Exercise :: Without the pictures, write out all the lines below exactly as they appear.

Provided material ::

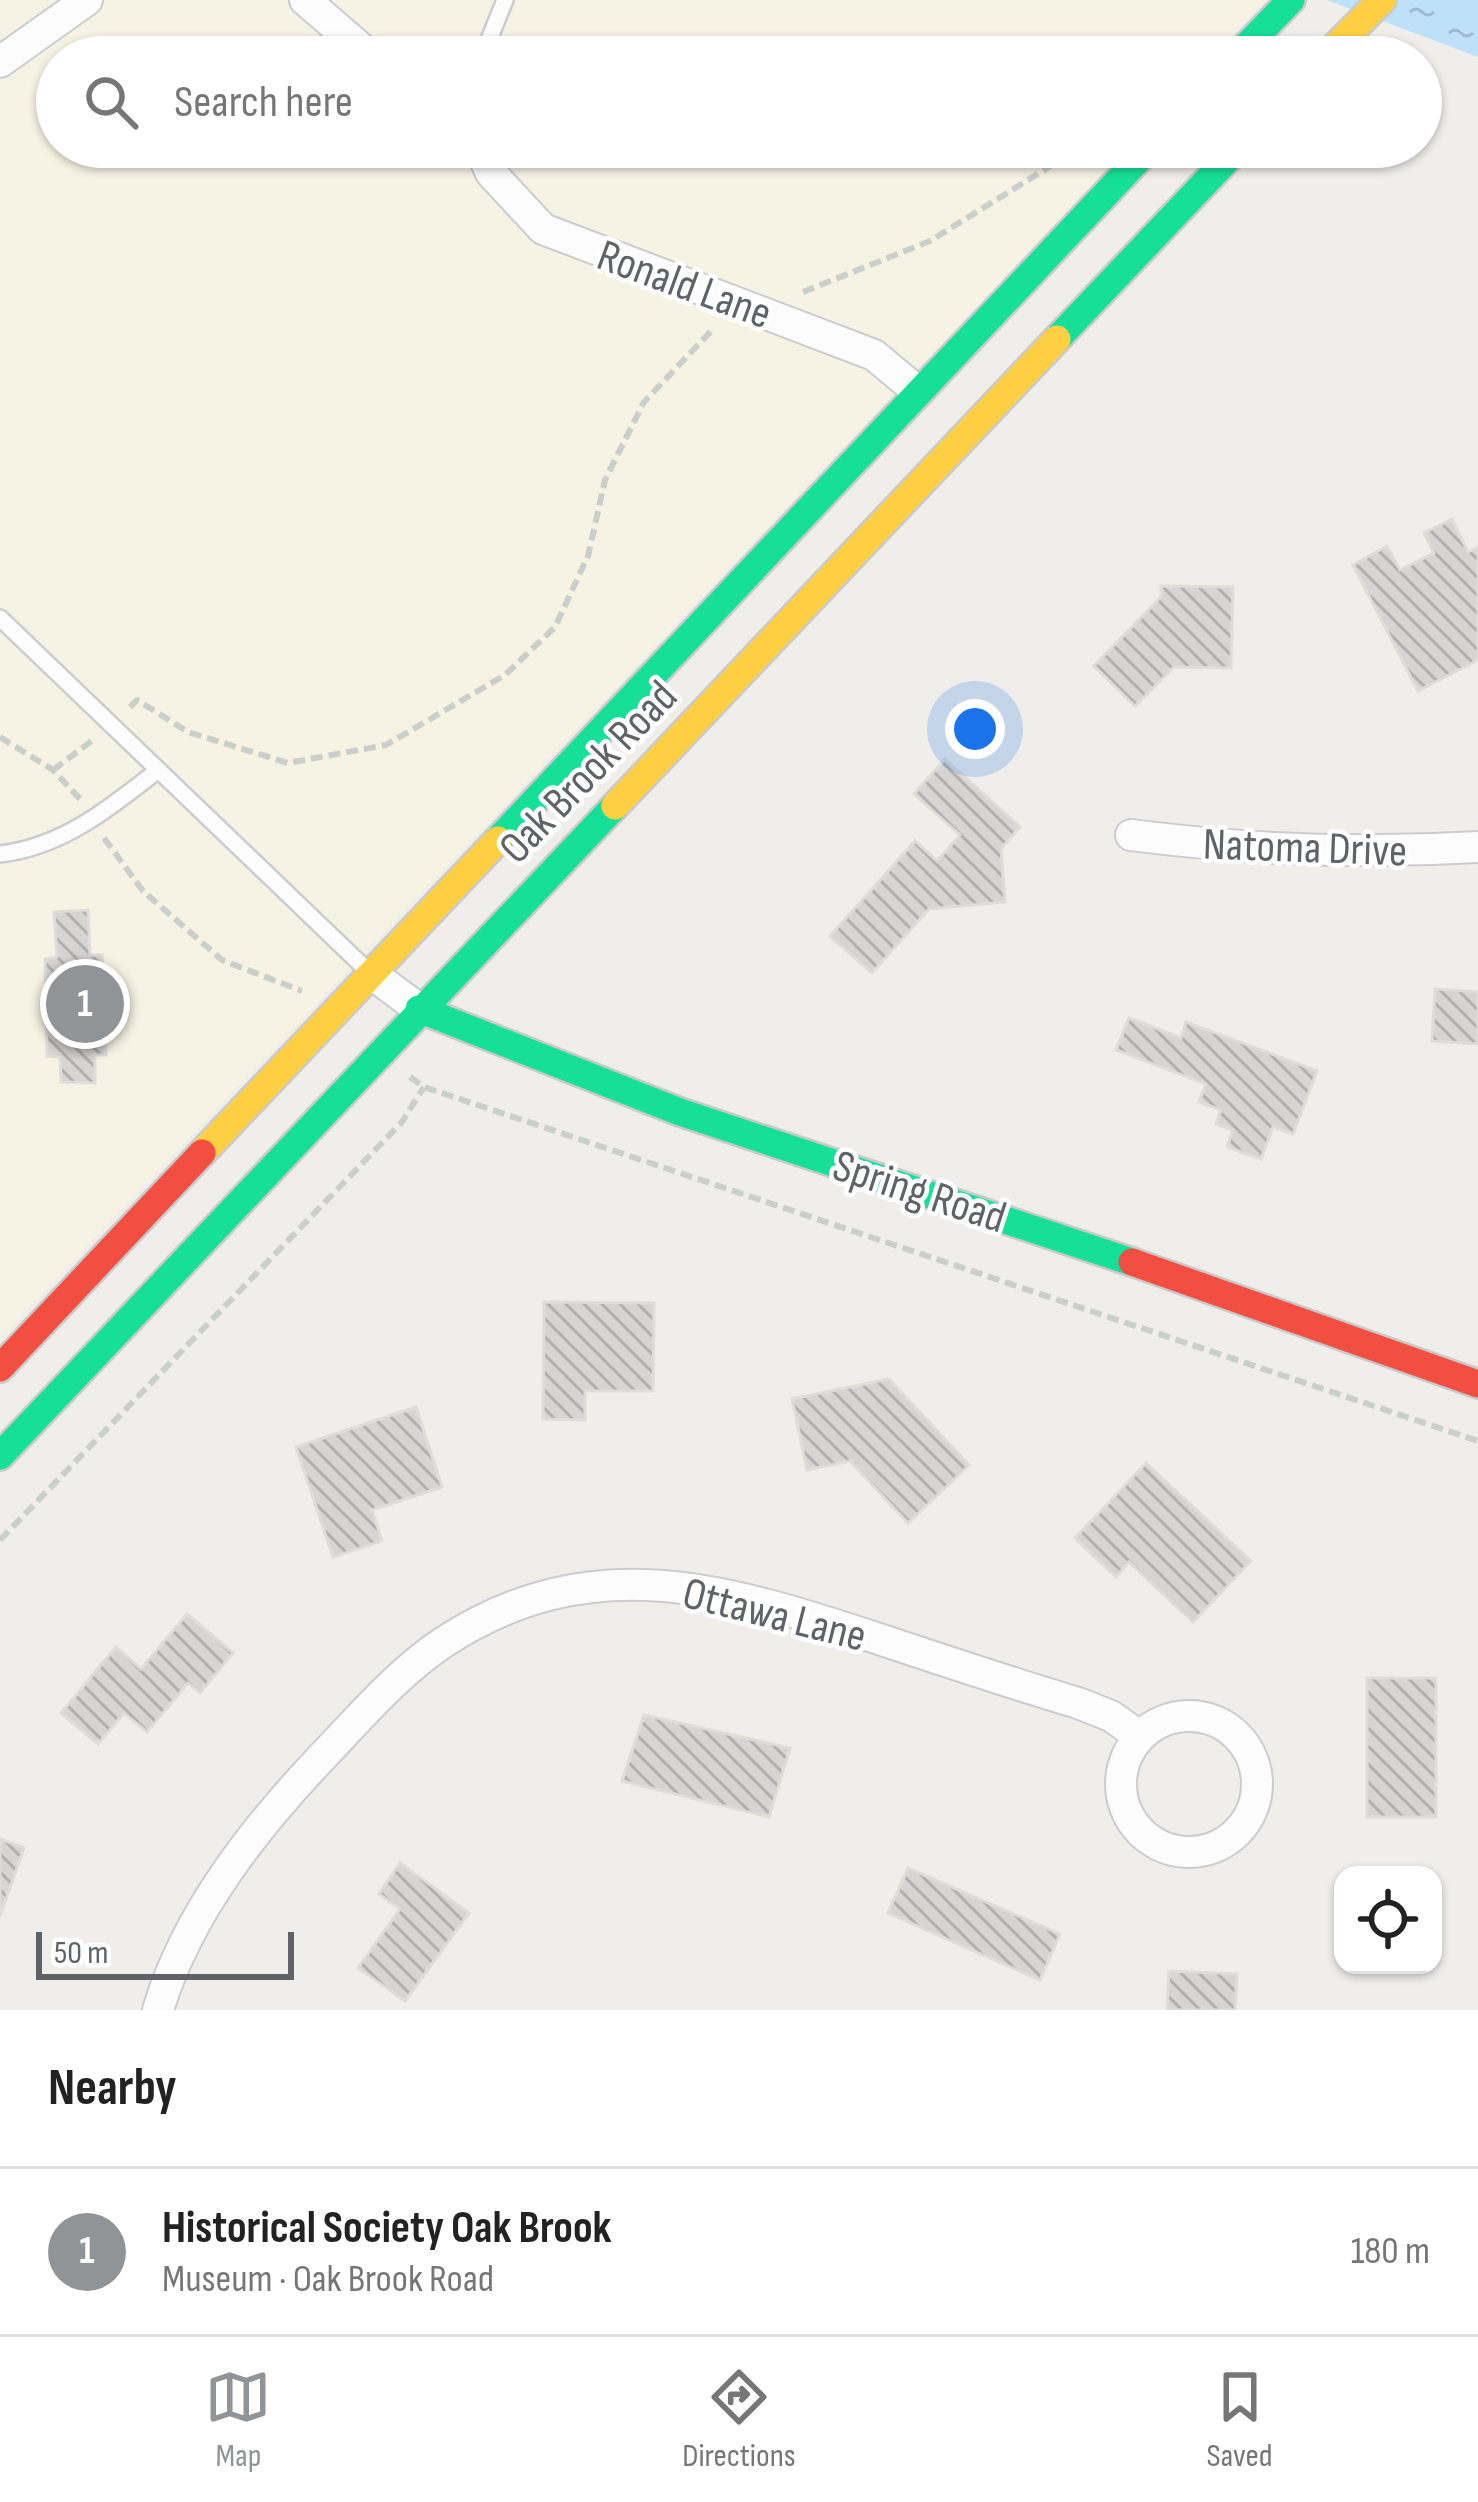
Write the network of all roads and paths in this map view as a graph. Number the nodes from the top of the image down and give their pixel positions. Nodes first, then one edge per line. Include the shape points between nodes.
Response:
1 (87, 0) edge
2 (304, 0) edge
3 (505, 0) edge
4 (1292, 0) edge
5 (1382, 0) edge
6 (36, 36) edge
7 (36, 36) edge
8 (346, 36) edge
9 (490, 36) edge
10 (1257, 36) edge
11 (1346, 36) edge
12 (0, 62) edge
13 (488, 168) edge
14 (1048, 168) edge
15 (1130, 168) edge
16 (1218, 168) edge
17 (760, 309) junction
18 (916, 390) junction
19 (0, 618) edge
20 (137, 700) dead end
21 (0, 737) edge
22 (158, 770) junction
23 (92, 822) junction
24 (1131, 835) dead end
25 (1478, 847) edge
26 (0, 854) edge
27 (372, 974) junction
28 (313, 998) dead end
29 (419, 1009) junction
30 (0, 1368) edge
31 (1478, 1384) edge
32 (1478, 1441) edge
33 (0, 1456) edge
34 (0, 1540) edge
35 (1139, 1736) junction
36 (158, 2010) edge

1 - 7 street
2 - 8 street
3 - 9 lane
4 - 10 main road
5 - 11 main road
6 - 12 street
13 - 17 street, Ronald Lane via 543,229
14 - 17 path via 930,242
15 - 18 main road, Oak Brook Road
16 - 29 main road, Oak Brook Road
17 - 18 street, Ronald Lane via 874,355
17 - 20 path via 705,333 644,402 605,480 588,556 555,627 505,675 386,745 288,763 188,732
18 - 27 main road, Oak Brook Road
19 - 22 lane
21 - 23 path via 53,770
22 - 23 lane
22 - 27 lane
23 - 26 lane
23 - 28 path via 142,891 222,961
24 - 25 street, Natoma Drive via 1313,850
27 - 29 street, Spring Road
27 - 30 main road, Oak Brook Road
29 - 31 main road, Spring Road via 742,1133 1300,1314
29 - 33 main road, Oak Brook Road
32 - 34 path via 424,1087 402,1122
35 - 35 street via 1120,1779 1132,1824 1149,1840 1195,1853 1238,1833 1257,1795 1257,1773 1238,1735 1199,1715
35 - 36 street, Ottawa Lane via 1078,1703 767,1602 651,1584 558,1593 504,1609 442,1643 357,1720 237,1860 196,1922

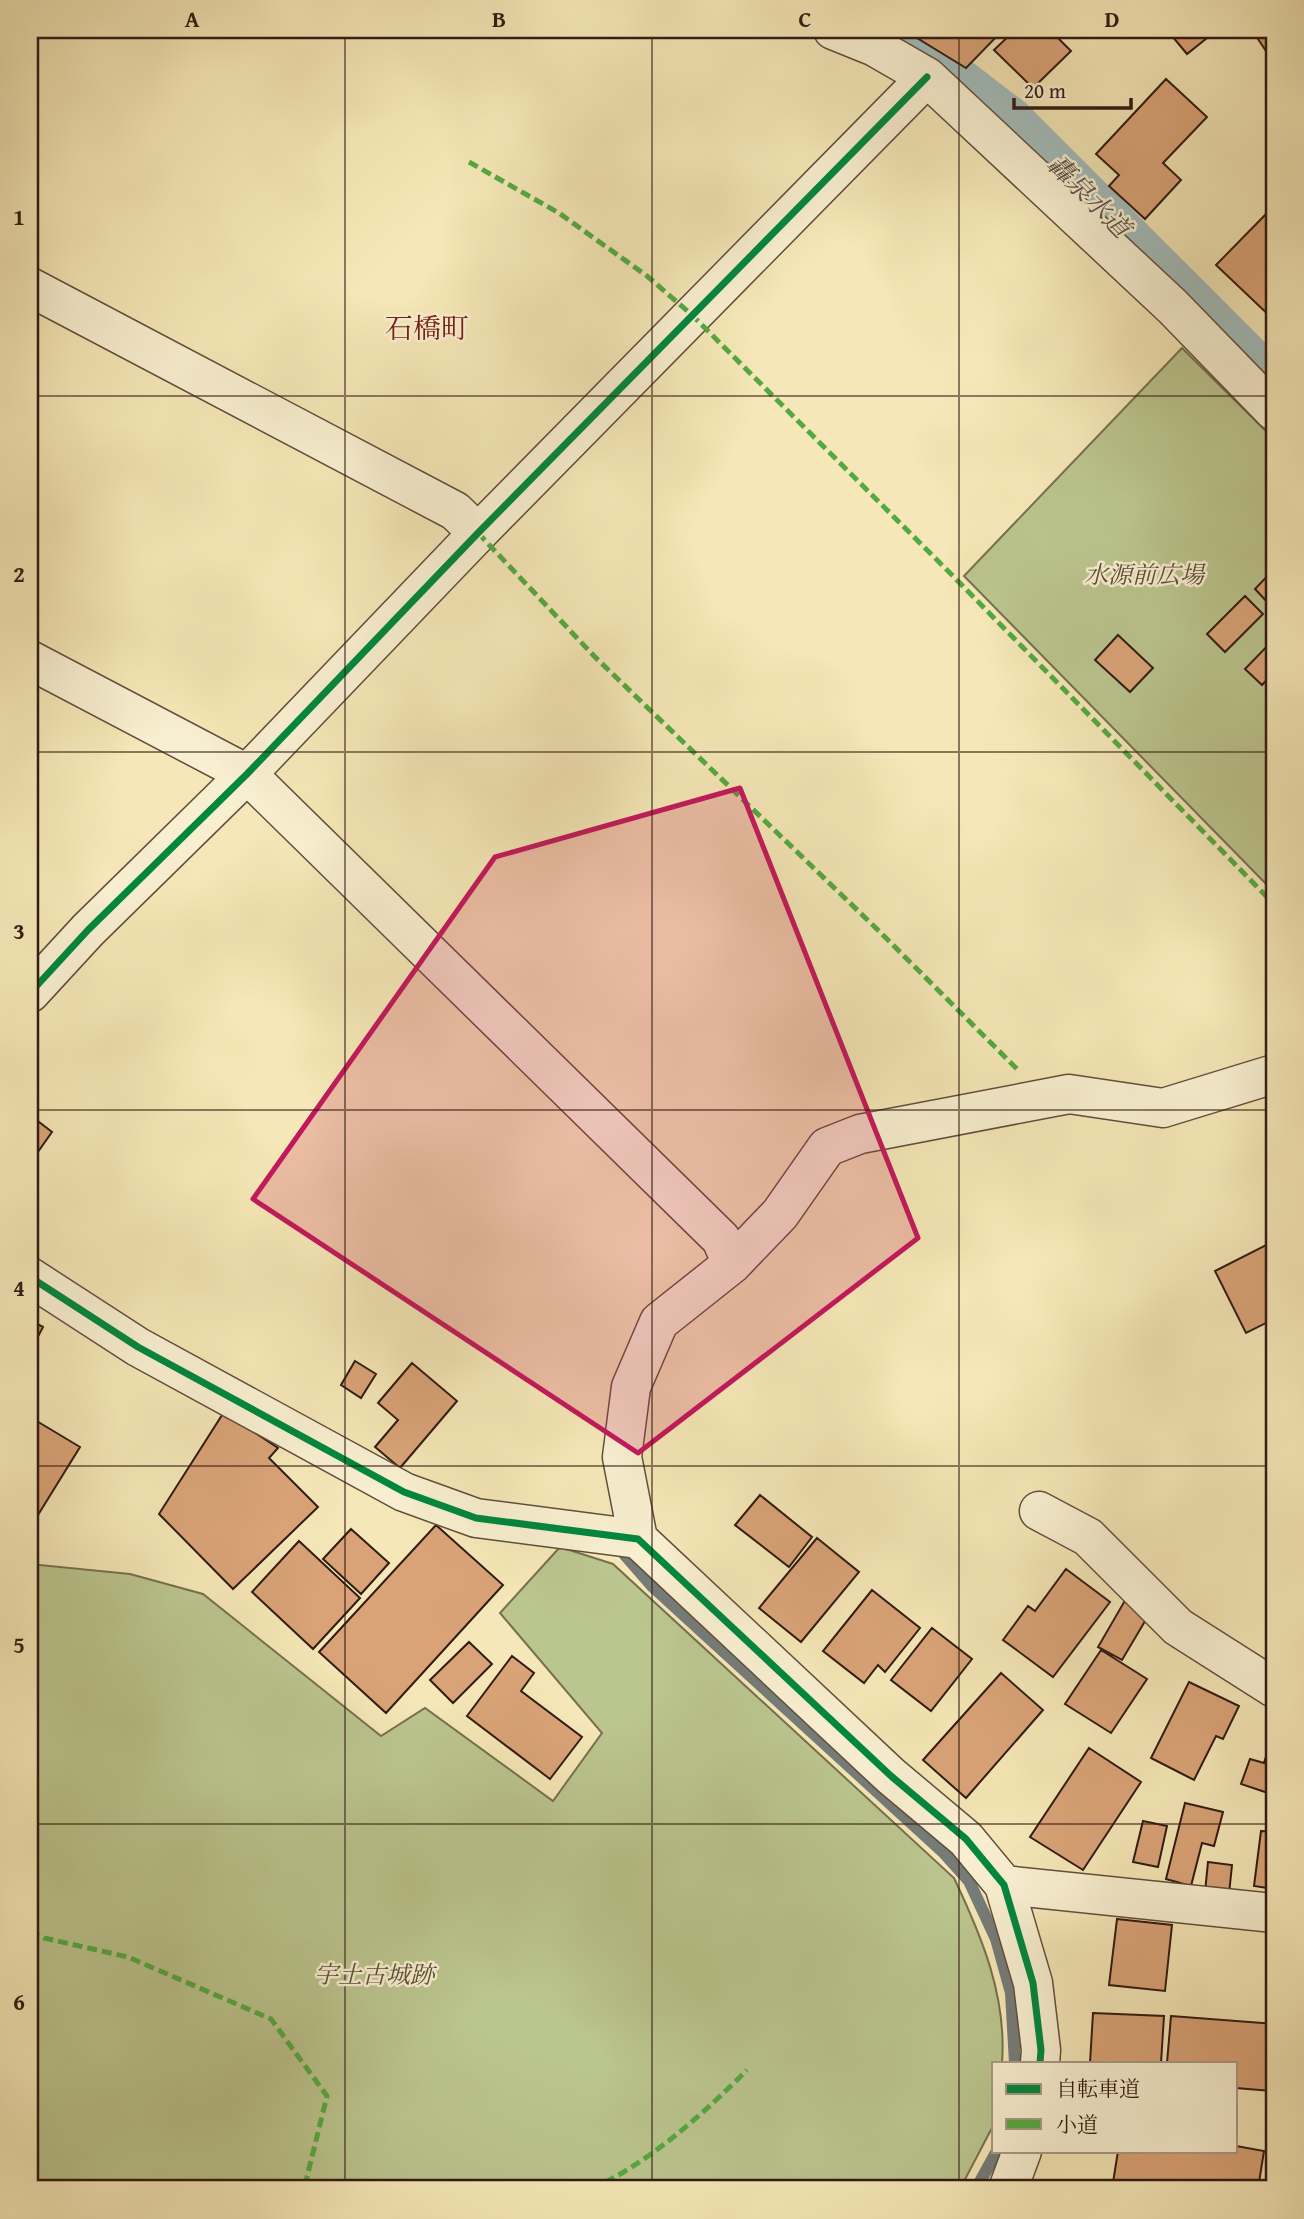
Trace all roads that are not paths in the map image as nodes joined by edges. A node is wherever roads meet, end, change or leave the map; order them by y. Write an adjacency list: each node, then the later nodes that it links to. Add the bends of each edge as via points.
1 (833, 30): 2 (street, via 875,47)
2 (927, 78): 4 (street, via 1173,307); 5 (street)
3 (30, 287): 5 (street, via 455,511)
4 (1274, 411)
5 (478, 533): 7 (street)
6 (30, 660): 7 (street)
7 (247, 774): 8 (street); 10 (street, via 721,1239)
8 (30, 993)
9 (1274, 1074): 10 (street, via 1163,1108 1069,1094 860,1134 827,1147 780,1214)
10 (732, 1264): 13 (street, via 659,1322 631,1387 622,1457)
11 (30, 1278): 13 (street, via 138,1347 404,1492 476,1518)
12 (1039, 1511): 14 (street, via 1088,1537 1178,1627)
13 (638, 1539): 15 (street, via 891,1776 966,1839)
14 (1274, 1688)
15 (1004, 1885): 16 (street); 17 (street, via 1033,1983)
16 (1274, 1913)
17 (1040, 2062)
18 (1022, 2152): 19 (street)
19 (1008, 2189)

Exercise result ::
Write the network of all roads and paths in this map view as a graph. Number the nodes from the top of the image down and give their pixel positions. Nodes first, then one edge per line. Include the shape points between nodes.
Response:
1 (87, 0) edge
2 (304, 0) edge
3 (505, 0) edge
4 (1292, 0) edge
5 (1382, 0) edge
6 (36, 36) edge
7 (36, 36) edge
8 (346, 36) edge
9 (490, 36) edge
10 (1257, 36) edge
11 (1346, 36) edge
12 (0, 62) edge
13 (488, 168) edge
14 (1048, 168) edge
15 (1130, 168) edge
16 (1218, 168) edge
17 (760, 309) junction
18 (916, 390) junction
19 (0, 618) edge
20 (137, 700) dead end
21 (0, 737) edge
22 (158, 770) junction
23 (92, 822) junction
24 (1131, 835) dead end
25 (1478, 847) edge
26 (0, 854) edge
27 (372, 974) junction
28 (313, 998) dead end
29 (419, 1009) junction
30 (0, 1368) edge
31 (1478, 1384) edge
32 (1478, 1441) edge
33 (0, 1456) edge
34 (0, 1540) edge
35 (1139, 1736) junction
36 (158, 2010) edge

1 - 7 street
2 - 8 street
3 - 9 lane
4 - 10 main road
5 - 11 main road
6 - 12 street
13 - 17 street, Ronald Lane via 543,229
14 - 17 path via 930,242
15 - 18 main road, Oak Brook Road
16 - 29 main road, Oak Brook Road
17 - 18 street, Ronald Lane via 874,355
17 - 20 path via 705,333 644,402 605,480 588,556 555,627 505,675 386,745 288,763 188,732
18 - 27 main road, Oak Brook Road
19 - 22 lane
21 - 23 path via 53,770
22 - 23 lane
22 - 27 lane
23 - 26 lane
23 - 28 path via 142,891 222,961
24 - 25 street, Natoma Drive via 1313,850
27 - 29 street, Spring Road
27 - 30 main road, Oak Brook Road
29 - 31 main road, Spring Road via 742,1133 1300,1314
29 - 33 main road, Oak Brook Road
32 - 34 path via 424,1087 402,1122
35 - 35 street via 1120,1779 1132,1824 1149,1840 1195,1853 1238,1833 1257,1795 1257,1773 1238,1735 1199,1715
35 - 36 street, Ottawa Lane via 1078,1703 767,1602 651,1584 558,1593 504,1609 442,1643 357,1720 237,1860 196,1922

Trace all roads that are not paths in the map image as nodes joined by edges. A node is wherever roads meet, end, change or leave the map; order them by y. Write an adjacency list: each node, then the later nodes that it links to. Add the bends of each edge as via points.
1 (833, 30): 2 (street, via 875,47)
2 (927, 78): 4 (street, via 1173,307); 5 (street)
3 (30, 287): 5 (street, via 455,511)
4 (1274, 411)
5 (478, 533): 7 (street)
6 (30, 660): 7 (street)
7 (247, 774): 8 (street); 10 (street, via 721,1239)
8 (30, 993)
9 (1274, 1074): 10 (street, via 1163,1108 1069,1094 860,1134 827,1147 780,1214)
10 (732, 1264): 13 (street, via 659,1322 631,1387 622,1457)
11 (30, 1278): 13 (street, via 138,1347 404,1492 476,1518)
12 (1039, 1511): 14 (street, via 1088,1537 1178,1627)
13 (638, 1539): 15 (street, via 891,1776 966,1839)
14 (1274, 1688)
15 (1004, 1885): 16 (street); 17 (street, via 1033,1983)
16 (1274, 1913)
17 (1040, 2062)
18 (1022, 2152): 19 (street)
19 (1008, 2189)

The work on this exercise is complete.